▼▼▼

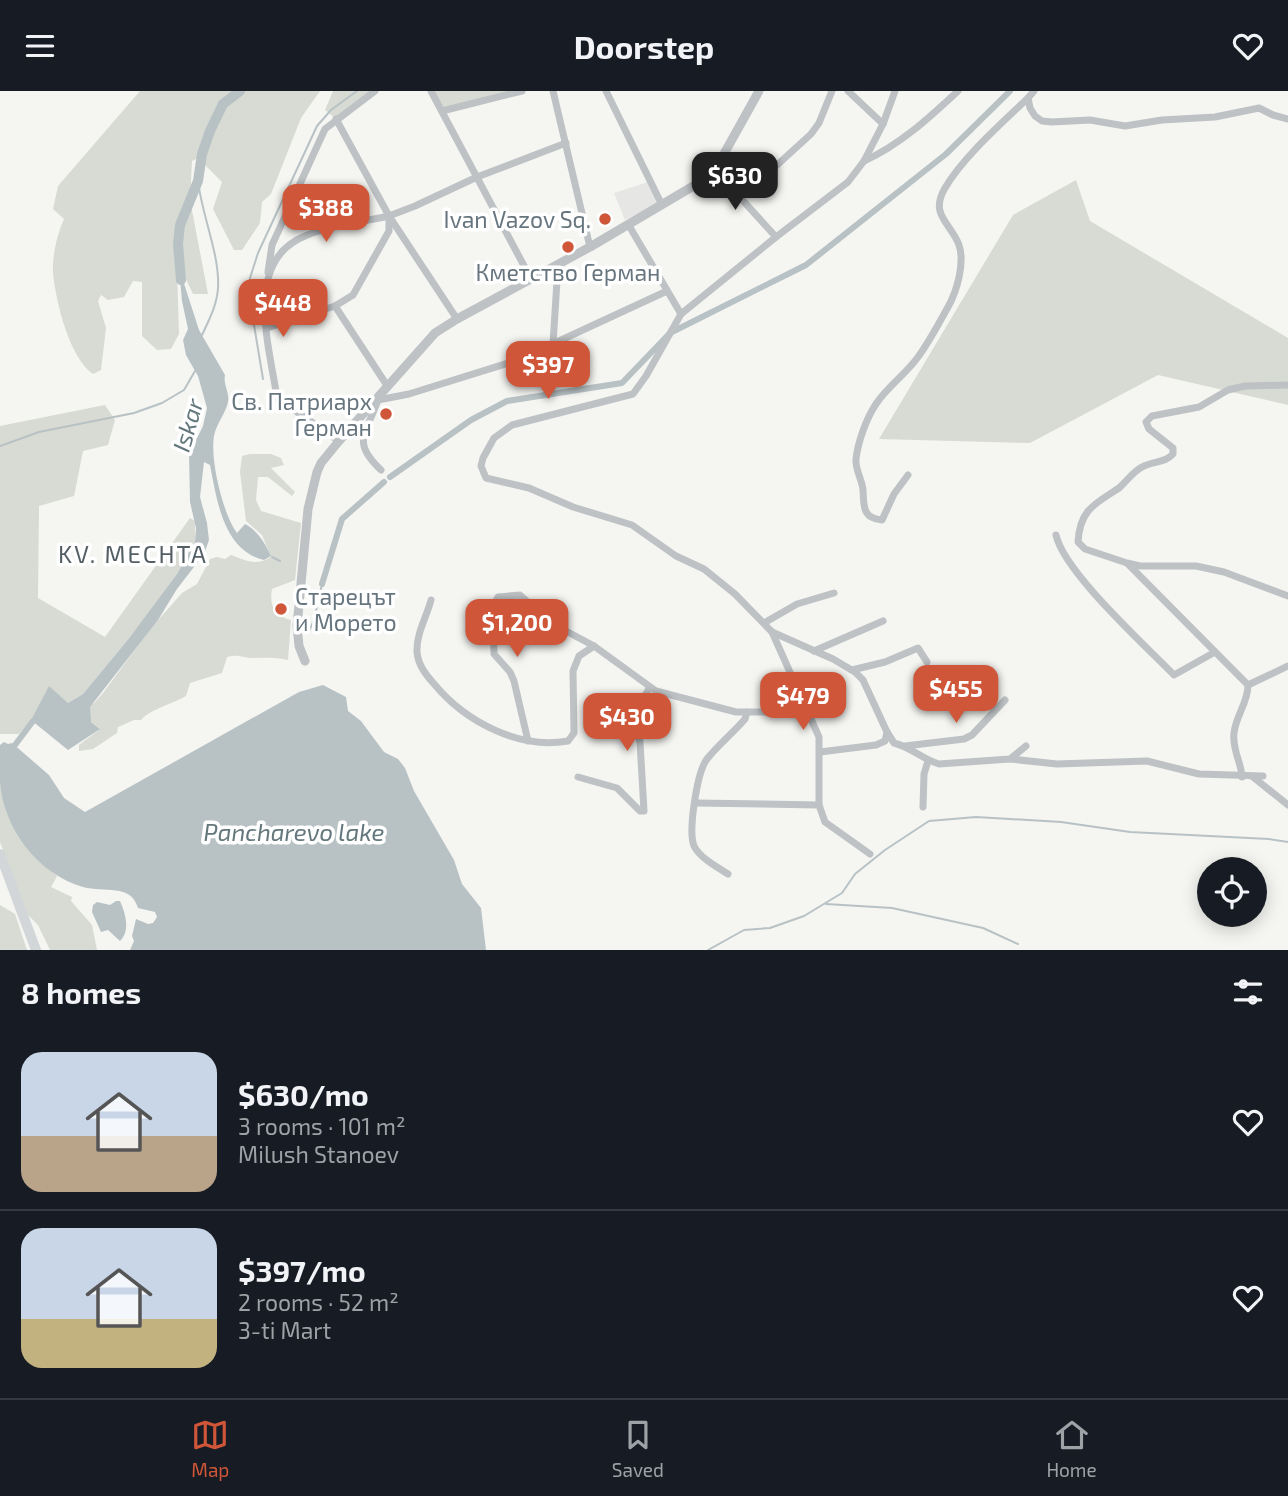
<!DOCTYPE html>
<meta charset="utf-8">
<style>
:root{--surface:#171b24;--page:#242831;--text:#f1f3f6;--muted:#9ea1a6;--line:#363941;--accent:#cf5638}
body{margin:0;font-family:"Exo 2",sans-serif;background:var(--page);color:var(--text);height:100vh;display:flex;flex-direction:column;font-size:26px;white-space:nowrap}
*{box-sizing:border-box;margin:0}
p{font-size:23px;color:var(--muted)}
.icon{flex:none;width:38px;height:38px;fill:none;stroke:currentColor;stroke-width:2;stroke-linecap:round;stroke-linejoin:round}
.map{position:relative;height:859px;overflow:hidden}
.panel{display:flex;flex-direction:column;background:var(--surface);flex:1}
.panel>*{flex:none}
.buttons{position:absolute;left:1197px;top:766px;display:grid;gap:14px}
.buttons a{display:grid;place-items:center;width:70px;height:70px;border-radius:50%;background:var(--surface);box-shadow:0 4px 18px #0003;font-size:35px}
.price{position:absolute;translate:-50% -60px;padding:0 16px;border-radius:14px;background:var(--accent);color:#fff;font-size:23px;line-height:46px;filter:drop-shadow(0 2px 4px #0008)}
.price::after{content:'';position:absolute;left:50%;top:42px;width:21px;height:16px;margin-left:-10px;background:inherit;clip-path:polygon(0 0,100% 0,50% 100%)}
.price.on{background:#222;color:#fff}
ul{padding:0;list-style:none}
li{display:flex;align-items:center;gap:21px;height:175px;padding:0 21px}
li+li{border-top:2px solid var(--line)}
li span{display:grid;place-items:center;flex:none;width:196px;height:140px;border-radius:21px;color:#555}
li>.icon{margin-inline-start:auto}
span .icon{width:84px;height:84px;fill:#fffc;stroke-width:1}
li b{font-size:30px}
h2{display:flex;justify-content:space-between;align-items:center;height:84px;padding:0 21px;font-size:30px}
header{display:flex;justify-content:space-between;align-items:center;height:91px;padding:0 21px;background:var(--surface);font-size:32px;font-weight:700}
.tab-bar{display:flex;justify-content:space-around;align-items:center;height:98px;border-top:2px solid var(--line);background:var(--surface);font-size:19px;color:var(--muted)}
.tab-bar a{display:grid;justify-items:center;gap:4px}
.tab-bar .on{color:var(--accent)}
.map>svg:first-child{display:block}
.built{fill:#e6e6e5}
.green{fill:#d7dbd3}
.water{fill:#b8c2c5}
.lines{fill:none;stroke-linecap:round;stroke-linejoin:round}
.stream{stroke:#b8c2c5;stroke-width:2}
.canal{stroke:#b8c2c5;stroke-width:6}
.river{stroke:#b8c2c5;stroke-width:10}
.minor{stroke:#bec2c5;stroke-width:7}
.tertiary{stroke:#bec2c5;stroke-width:9}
.secondary{stroke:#d2d6d9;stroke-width:10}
.poi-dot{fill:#cf5638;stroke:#fff;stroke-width:2.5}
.labels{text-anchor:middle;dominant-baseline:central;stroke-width:7;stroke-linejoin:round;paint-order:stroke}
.poi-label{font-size:23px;fill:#67757f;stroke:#fff;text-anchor:end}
.water-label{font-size:24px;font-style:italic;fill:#63777c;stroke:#fff}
.neighbourhood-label{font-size:24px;letter-spacing:2px;fill:#545e65;stroke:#fff}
</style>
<header><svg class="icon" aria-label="menu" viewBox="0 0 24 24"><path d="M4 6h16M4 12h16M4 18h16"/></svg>Doorstep<svg class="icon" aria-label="heart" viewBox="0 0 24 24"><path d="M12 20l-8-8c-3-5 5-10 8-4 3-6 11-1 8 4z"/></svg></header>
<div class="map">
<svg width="1288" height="859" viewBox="0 0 1288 859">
<rect width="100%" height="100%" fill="#f5f5f2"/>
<path class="built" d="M648 91 659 113 625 129 614 102Z"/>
<g class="green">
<path d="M140 0H320L301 27 271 103 262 111 260 132 242 159H234L213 118 222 91 198 67 192 70 190 109 208 203H193L182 180 177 181 179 243 171 258 157 259 142 245V191L133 190 124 206 108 209 101 204 98 210 106 237 101 279 93 283C69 266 56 211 53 182 52 165 57 144 64 128L53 118 58 95Z"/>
<path d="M333 0H375L336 28 325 19Z"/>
<path d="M431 0H522L442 20Z"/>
<path d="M1076 89 1090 130 1288 247V314L1158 284 1030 352 879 348 1013 124Z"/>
<path d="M105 314 115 329 108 354 83 360 74 405 39 415 38 507 105 546 190 427 195 430V451L177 483 143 530 83 603 68 612 49 596 31 629 19 643H0V335Z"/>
<path d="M250 363H271L281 367 284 374 271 377 295 401 292 405 268 386H258L256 409 261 420 301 432 295 489 272 498C269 514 274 525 291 529L288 569C274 566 265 567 251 567 241 566 237 563 227 566L222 582 190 592 186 605C172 613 149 619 141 629H134L118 636 117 642 93 658 79 660V654L100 638 76 618 94 612 103 602 151 537 182 502 197 493 210 468 217 466 225 468 231 464C246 470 257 475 271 466L262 444 246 430 240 381 242 365Z"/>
<path d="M0 693C11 737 21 757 57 785L51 796 72 806 71 810 92 834 97 859H50L38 834 28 824 0 751Z"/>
<path d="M0 814 15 823 27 859H0Z"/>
</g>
<g class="water">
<path d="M179 177 199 239 225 284C223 294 230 302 228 311 226 321 218 331 215 341 208 363 223 424 237 442L245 433C258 440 265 452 271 465L264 469C223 459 217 409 210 374L204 371 200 406 207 432 209 449 204 463 177 498 158 529 90 616 91 631 100 638 68 659 31 629 49 595 68 612 83 603 130 546 177 483 195 451 196 437 190 411 189 362 191 353 197 347 203 335 207 317 198 285 186 264 183 249 188 238 182 210Z"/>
<path d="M323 594 346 606 348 620 361 630 384 661 398 668 405 677 414 700 454 769 462 793 481 817 486 859H130L134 850 132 845 136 828 148 833 153 832 157 826 155 821 138 817C131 792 104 802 83 796 38 783 4 738 0 692 0 679 0 666 0 654L4 651 8 653 12 652 49 684 64 707 85 721 299 601Z"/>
<path d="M116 810H120C125 821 131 840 120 850L108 839 101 841 92 821 93 814 97 811 110 814Z"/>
</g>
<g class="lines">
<g class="stream">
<path d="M198 90C202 125 220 164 218 197 217 214 209 229 202 244"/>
<path d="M263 288 249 204 250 187 258 162 317 35 331 19 357 0"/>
<path d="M0 355 39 341 134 322 162 312 184 299 195 280"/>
<path d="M272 466 280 470"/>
<path d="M309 540 314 529 322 493"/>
<path d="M826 813 892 817 983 837 1018 853"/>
<path d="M708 859 744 839 770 837 804 825 842 802 855 783 885 759 929 730 976 726 1061 731 1130 741 1269 748 1288 751"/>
</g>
<g class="canal">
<path d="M390 386 471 329 507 310 622 292 670 242 806 174 946 63 1010 0"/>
<path d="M322 493 342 428 384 391"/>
<path d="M15 654 33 630 39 628"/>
</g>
<path class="river" d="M181 189 178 153 180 134 198 90 202 63 210 40 223 13 240 0"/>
<g class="minor">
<path d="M431 0 531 188"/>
<path d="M553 0 590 156"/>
<path d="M606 0 662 114"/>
<path d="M848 0 883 33"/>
<path d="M895 0 883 33 864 70 848 91 776 146 681 223 646 285 633 303 512 334 494 347 483 367 481 375 486 387 529 397 573 416 632 434 676 465 704 478 735 503 772 541 833 568 855 581 863 589 887 641 894 652C911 656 922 668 939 673L1010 668 1026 655"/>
<path d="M1034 0 1028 7 1030 17 1035 25 1042 30 1052 31 1090 29 1125 35 1162 29 1215 26 1259 17 1273 24 1288 28"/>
<path d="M442 20 522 0"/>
<path d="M336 28 389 125 457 228"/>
<path d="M864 70C900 54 930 26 958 0"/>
<path d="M715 79 776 146"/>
<path d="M741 107 811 43 819 32 832 0"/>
<path d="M628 133 681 223"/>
<path d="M268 181 272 154 325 38 375 0"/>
<path d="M335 215 388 296"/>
<path d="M267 237 335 215 353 204 389 140V125L415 115 477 86 566 52"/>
<path d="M553 253 558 174"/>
<path d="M1288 294 1245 295 1228 299 1199 316 1152 325 1146 331 1149 338 1173 357V363C1165 372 1154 370 1144 375 1134 379 1127 390 1119 397 1095 413 1080 418 1078 451L1085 458 1127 472 1140 475H1196L1224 481 1288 505"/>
<path d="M339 350 277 307C270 257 242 170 305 145 331 134 361 131 389 125"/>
<path d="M381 379C351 351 366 343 378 309L409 303 518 269 667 200"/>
<path d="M908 384 894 403 882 429C862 427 864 415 863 399 862 388 855 379 856 368 858 351 866 328 876 313 887 296 906 283 918 266 929 251 939 232 948 216 957 200 965 172 959 154 951 132 929 124 945 97 963 66 1002 32 1028 7"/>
<path d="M1056 444C1064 481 1145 554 1174 584L1215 561"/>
<path d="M1128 473 1248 594C1248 612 1236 624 1234 642 1232 659 1241 670 1242 686"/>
<path d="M431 509C427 525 416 543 417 561 418 574 426 584 435 594 465 630 519 659 568 650L574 642 573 580 579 565 594 555"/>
<path d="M764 532 797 513 834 502"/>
<path d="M772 541 819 646V714L825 731 870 763"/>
<path d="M814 560 883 530"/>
<path d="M852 579 885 571 918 557 927 571"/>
<path d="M1248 594 1288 575"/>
<path d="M528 650 514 590 510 581 494 563 493 515 498 506 520 504 551 532 594 555 656 600 736 621H769L800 614 806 615"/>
<path d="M905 655 964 648 972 644 1005 609"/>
<path d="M820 661 876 654 885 650 887 641"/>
<path d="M1010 668 1057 673 1147 670 1199 683 1263 685"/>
<path d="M578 686 617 697 640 720H644L640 651 635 632 640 613 650 596"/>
<path d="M1253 686 1288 714"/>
<path d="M696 712 819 714"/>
<path d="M923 716 924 683 928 670"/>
<path d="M728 783C717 776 700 767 694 755 688 740 697 681 707 668 718 654 733 642 745 628L747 621"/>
</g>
<path class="tertiary" d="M305 570 299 555 297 535 308 418 317 381 321 372 339 350 435 242 457 228 590 156 707 87 715 79 759 0"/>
<path class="secondary" d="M0 763 36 859"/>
</g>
<g class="poi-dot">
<circle cx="605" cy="128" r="7"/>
<circle cx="568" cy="156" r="7"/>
<circle cx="386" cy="323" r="7"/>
<circle cx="281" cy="518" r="7"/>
</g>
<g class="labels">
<g class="poi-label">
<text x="591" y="128">Ivan Vazov Sq.</text>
<text x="568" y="181" text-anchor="middle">Кметство Герман</text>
<text x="372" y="310">Св. Патриарх<tspan x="372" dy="26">Герман</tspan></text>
<text x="295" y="505" text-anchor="start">Старецът<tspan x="295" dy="26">и Морето</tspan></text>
</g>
<g class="water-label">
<text transform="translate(187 334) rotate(-74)">Iskar</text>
<text x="294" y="740">Pancharevo lake</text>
</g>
<g class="neighbourhood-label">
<text x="133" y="462">KV. MECHTA</text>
</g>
</g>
</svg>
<div class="buttons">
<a><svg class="icon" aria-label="locate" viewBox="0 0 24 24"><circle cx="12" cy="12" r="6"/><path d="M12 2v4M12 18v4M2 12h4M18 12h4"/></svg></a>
</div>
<b class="price on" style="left:735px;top:121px">$630</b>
<b class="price" style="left:326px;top:153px">$388</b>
<b class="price" style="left:283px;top:248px">$448</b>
<b class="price" style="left:548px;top:310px">$397</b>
<b class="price" style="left:517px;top:568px">$1,200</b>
<b class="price" style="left:956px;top:634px">$455</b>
<b class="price" style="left:803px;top:641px">$479</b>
<b class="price" style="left:627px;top:662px">$430</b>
</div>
<section class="panel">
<h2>8 homes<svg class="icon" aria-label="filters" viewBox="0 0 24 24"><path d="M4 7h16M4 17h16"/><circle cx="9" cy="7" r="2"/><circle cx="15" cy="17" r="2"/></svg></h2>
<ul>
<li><span style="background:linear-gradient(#c9d6e8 60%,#b9a48a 0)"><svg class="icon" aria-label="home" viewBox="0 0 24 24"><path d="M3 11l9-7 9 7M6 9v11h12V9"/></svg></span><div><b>$630/mo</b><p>3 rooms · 101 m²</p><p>Milush Stanoev</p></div><svg class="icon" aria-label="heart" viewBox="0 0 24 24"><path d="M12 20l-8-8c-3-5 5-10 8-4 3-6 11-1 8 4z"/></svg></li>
<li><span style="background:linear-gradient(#c9d6e8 65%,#c2b280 0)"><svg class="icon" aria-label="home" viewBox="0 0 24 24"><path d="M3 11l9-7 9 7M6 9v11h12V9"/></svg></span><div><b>$397/mo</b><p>2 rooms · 52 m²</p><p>3-ti Mart</p></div><svg class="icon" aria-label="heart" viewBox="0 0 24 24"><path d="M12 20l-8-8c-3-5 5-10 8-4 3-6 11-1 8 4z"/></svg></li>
</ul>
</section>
<nav class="tab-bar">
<a class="on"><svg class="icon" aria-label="map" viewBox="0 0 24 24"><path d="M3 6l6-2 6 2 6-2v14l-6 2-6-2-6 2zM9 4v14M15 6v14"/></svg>Map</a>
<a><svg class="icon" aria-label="saved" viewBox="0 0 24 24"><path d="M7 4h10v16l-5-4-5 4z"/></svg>Saved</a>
<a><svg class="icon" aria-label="home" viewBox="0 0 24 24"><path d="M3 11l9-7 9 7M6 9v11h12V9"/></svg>Home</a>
</nav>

▲▲▲

**Exercise objective:** Every line of the listing that holds the word "margin" is to be found and copied.

**Answer to this task:**
body{margin:0;font-family:"Exo 2",sans-serif;background:var(--page);color:var(--text);height:100vh;display:flex;flex-direction:column;font-size:26px;white-space:nowrap}
*{box-sizing:border-box;margin:0}
.price::after{content:'';position:absolute;left:50%;top:42px;width:21px;height:16px;margin-left:-10px;background:inherit;clip-path:polygon(0 0,100% 0,50% 100%)}
li>.icon{margin-inline-start:auto}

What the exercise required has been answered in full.